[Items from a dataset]
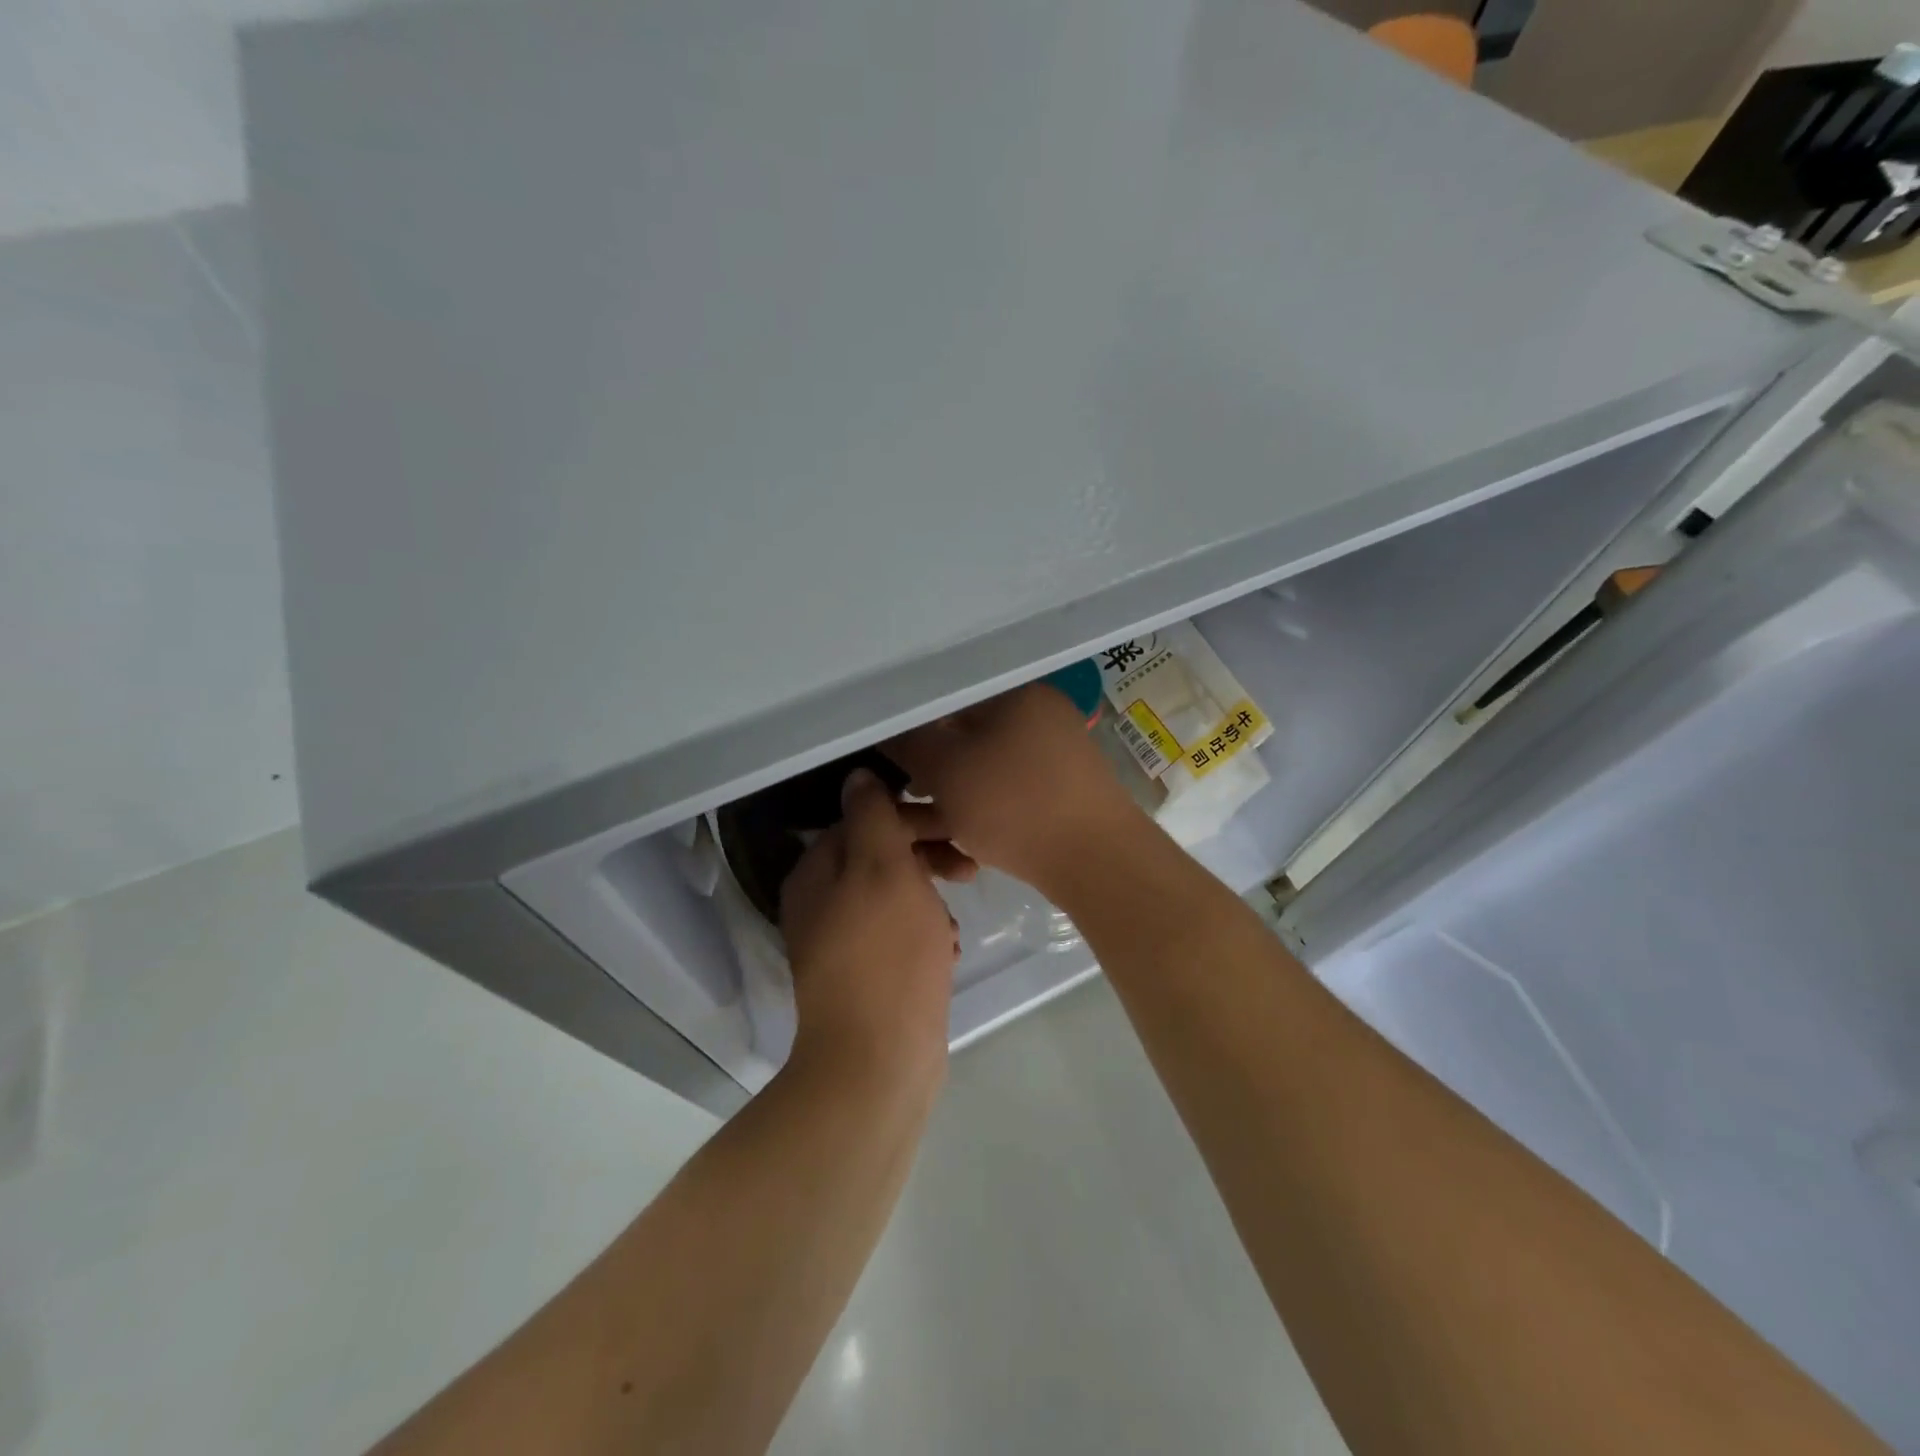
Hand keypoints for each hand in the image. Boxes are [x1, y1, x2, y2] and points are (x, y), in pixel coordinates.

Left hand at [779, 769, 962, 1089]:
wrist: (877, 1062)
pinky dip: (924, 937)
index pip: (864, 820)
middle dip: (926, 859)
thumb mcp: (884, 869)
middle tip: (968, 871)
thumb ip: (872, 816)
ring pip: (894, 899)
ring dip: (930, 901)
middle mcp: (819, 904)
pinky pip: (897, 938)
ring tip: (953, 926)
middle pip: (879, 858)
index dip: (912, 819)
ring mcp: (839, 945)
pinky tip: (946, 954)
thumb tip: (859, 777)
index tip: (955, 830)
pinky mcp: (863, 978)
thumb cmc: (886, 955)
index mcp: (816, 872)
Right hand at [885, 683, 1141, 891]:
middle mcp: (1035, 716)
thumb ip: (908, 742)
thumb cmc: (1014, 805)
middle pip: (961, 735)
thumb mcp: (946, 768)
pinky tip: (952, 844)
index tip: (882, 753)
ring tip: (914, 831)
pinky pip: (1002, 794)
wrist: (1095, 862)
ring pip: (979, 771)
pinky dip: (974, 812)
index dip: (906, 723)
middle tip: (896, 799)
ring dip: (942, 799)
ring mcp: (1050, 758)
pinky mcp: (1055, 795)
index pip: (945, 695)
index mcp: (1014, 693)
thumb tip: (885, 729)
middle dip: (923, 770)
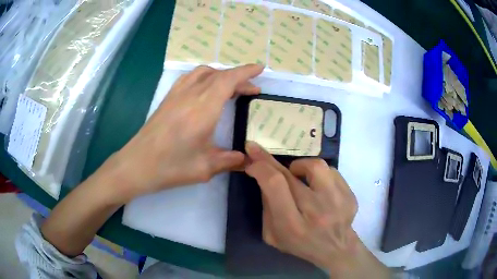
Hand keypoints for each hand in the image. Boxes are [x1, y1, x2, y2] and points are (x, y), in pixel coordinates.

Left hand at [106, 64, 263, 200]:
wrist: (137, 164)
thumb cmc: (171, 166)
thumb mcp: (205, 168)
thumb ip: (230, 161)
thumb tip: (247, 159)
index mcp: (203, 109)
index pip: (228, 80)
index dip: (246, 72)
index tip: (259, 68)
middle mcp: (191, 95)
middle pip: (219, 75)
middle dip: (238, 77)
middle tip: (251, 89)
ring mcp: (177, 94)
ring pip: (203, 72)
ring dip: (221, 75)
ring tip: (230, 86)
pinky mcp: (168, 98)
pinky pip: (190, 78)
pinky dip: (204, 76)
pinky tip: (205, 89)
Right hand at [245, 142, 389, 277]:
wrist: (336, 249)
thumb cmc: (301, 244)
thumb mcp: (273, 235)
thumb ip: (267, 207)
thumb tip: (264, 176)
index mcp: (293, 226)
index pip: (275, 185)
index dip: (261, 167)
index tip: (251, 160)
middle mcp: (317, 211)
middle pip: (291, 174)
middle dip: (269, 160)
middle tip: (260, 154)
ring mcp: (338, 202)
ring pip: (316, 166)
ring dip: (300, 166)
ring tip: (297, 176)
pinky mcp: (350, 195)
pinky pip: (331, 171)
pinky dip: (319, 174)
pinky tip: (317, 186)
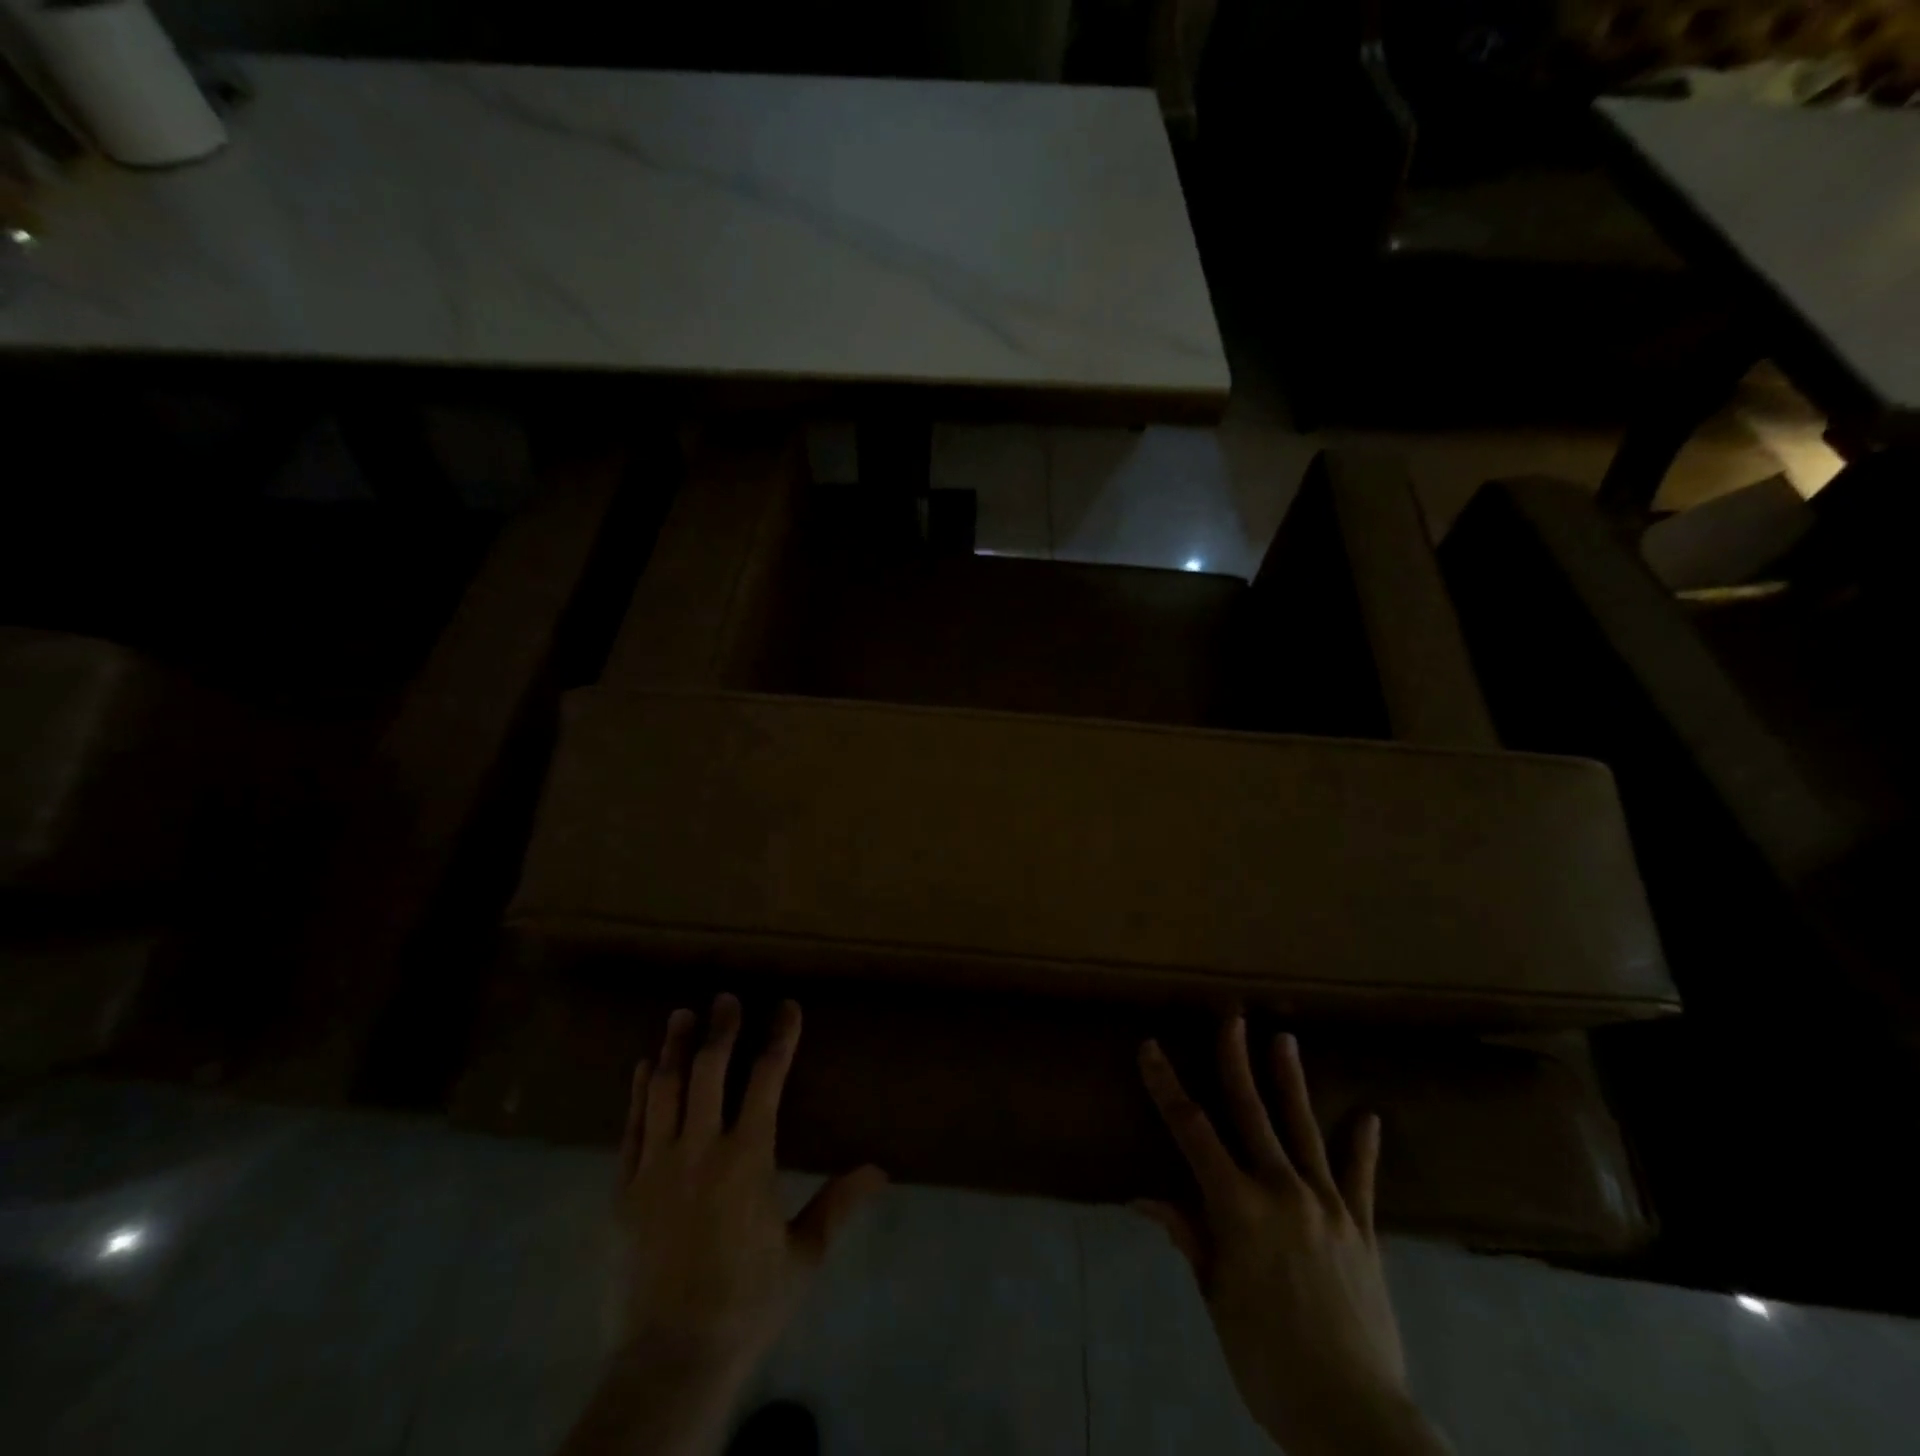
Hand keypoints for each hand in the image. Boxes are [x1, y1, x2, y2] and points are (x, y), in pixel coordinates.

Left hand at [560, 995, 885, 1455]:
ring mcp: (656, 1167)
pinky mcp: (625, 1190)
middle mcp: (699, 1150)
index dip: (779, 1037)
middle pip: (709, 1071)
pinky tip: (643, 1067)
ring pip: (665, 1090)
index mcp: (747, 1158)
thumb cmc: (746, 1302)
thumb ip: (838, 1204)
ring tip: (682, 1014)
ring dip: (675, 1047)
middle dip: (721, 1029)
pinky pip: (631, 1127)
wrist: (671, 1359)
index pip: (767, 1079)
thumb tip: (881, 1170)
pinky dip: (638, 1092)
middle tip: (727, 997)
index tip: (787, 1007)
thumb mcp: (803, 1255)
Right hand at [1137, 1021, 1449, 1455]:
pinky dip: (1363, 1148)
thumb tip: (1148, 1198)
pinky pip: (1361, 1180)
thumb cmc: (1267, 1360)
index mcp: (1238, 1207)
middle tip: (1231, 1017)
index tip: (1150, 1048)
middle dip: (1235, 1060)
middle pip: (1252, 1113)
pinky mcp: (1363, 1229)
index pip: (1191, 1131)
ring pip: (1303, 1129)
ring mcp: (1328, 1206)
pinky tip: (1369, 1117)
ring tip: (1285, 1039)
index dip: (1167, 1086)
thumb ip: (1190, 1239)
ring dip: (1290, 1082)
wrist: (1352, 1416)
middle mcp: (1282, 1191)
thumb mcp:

» What you need to do: Where does "Left" appear in the records above? Copy every line that has it.

» Solution to this task:
Left hand at [779, 769, 962, 1089]:
Left hand at [106, 64, 263, 200]:
Left hand at [560, 995, 885, 1455]:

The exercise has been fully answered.